> **TRY IT**
Retype, word for word, only the lines from the one with "Write the network" through the last line of the data below.

> **RECORDS FOR THIS EXERCISE**
# # # # # # #
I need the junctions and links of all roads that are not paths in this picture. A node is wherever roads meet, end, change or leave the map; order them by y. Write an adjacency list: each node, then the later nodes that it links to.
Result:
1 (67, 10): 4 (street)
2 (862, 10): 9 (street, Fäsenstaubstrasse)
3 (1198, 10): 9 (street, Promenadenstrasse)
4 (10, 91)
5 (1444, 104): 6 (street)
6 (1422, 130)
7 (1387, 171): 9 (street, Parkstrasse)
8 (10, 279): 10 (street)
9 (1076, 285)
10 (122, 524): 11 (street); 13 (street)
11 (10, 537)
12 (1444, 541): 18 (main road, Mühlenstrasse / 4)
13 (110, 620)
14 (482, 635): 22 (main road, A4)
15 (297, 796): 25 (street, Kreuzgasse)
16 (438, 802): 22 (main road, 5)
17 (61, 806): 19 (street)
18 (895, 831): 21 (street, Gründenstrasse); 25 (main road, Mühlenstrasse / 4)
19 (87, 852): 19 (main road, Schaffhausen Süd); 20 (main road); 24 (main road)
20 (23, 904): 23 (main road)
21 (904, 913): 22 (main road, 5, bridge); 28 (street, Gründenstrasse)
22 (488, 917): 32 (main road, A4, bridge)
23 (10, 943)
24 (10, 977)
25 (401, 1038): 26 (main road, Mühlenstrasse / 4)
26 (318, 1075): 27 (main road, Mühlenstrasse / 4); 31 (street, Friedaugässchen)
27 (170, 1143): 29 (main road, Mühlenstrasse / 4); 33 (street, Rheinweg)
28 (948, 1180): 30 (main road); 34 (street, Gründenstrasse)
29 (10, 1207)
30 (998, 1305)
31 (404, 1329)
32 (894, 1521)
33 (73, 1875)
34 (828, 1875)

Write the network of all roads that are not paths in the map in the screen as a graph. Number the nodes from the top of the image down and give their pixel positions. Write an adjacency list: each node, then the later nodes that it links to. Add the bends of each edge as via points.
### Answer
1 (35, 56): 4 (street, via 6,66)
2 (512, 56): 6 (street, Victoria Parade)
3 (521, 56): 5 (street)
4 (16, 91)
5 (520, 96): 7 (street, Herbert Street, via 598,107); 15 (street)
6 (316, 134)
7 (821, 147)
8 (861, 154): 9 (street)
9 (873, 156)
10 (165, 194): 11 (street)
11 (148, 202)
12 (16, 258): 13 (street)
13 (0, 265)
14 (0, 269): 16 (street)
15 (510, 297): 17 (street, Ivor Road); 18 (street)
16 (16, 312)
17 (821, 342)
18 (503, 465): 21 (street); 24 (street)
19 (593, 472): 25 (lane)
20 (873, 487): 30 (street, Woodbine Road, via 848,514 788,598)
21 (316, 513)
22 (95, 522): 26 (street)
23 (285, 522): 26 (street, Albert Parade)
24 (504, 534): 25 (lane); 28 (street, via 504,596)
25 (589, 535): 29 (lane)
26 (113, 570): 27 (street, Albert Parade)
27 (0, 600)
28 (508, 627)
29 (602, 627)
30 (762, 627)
# # # # # # #
> **EXPECTED ANSWER**
Write the network of all roads that are not paths in the map in the screen as a graph. Number the nodes from the top of the image down and give their pixel positions. Write an adjacency list: each node, then the later nodes that it links to. Add the bends of each edge as via points.
### Answer
1 (35, 56): 4 (street, via 6,66)
2 (512, 56): 6 (street, Victoria Parade)
3 (521, 56): 5 (street)
4 (16, 91)
5 (520, 96): 7 (street, Herbert Street, via 598,107); 15 (street)
6 (316, 134)
7 (821, 147)
8 (861, 154): 9 (street)
9 (873, 156)
10 (165, 194): 11 (street)
11 (148, 202)
12 (16, 258): 13 (street)
13 (0, 265)
14 (0, 269): 16 (street)
15 (510, 297): 17 (street, Ivor Road); 18 (street)
16 (16, 312)
17 (821, 342)
18 (503, 465): 21 (street); 24 (street)
19 (593, 472): 25 (lane)
20 (873, 487): 30 (street, Woodbine Road, via 848,514 788,598)
21 (316, 513)
22 (95, 522): 26 (street)
23 (285, 522): 26 (street, Albert Parade)
24 (504, 534): 25 (lane); 28 (street, via 504,596)
25 (589, 535): 29 (lane)
26 (113, 570): 27 (street, Albert Parade)
27 (0, 600)
28 (508, 627)
29 (602, 627)
30 (762, 627)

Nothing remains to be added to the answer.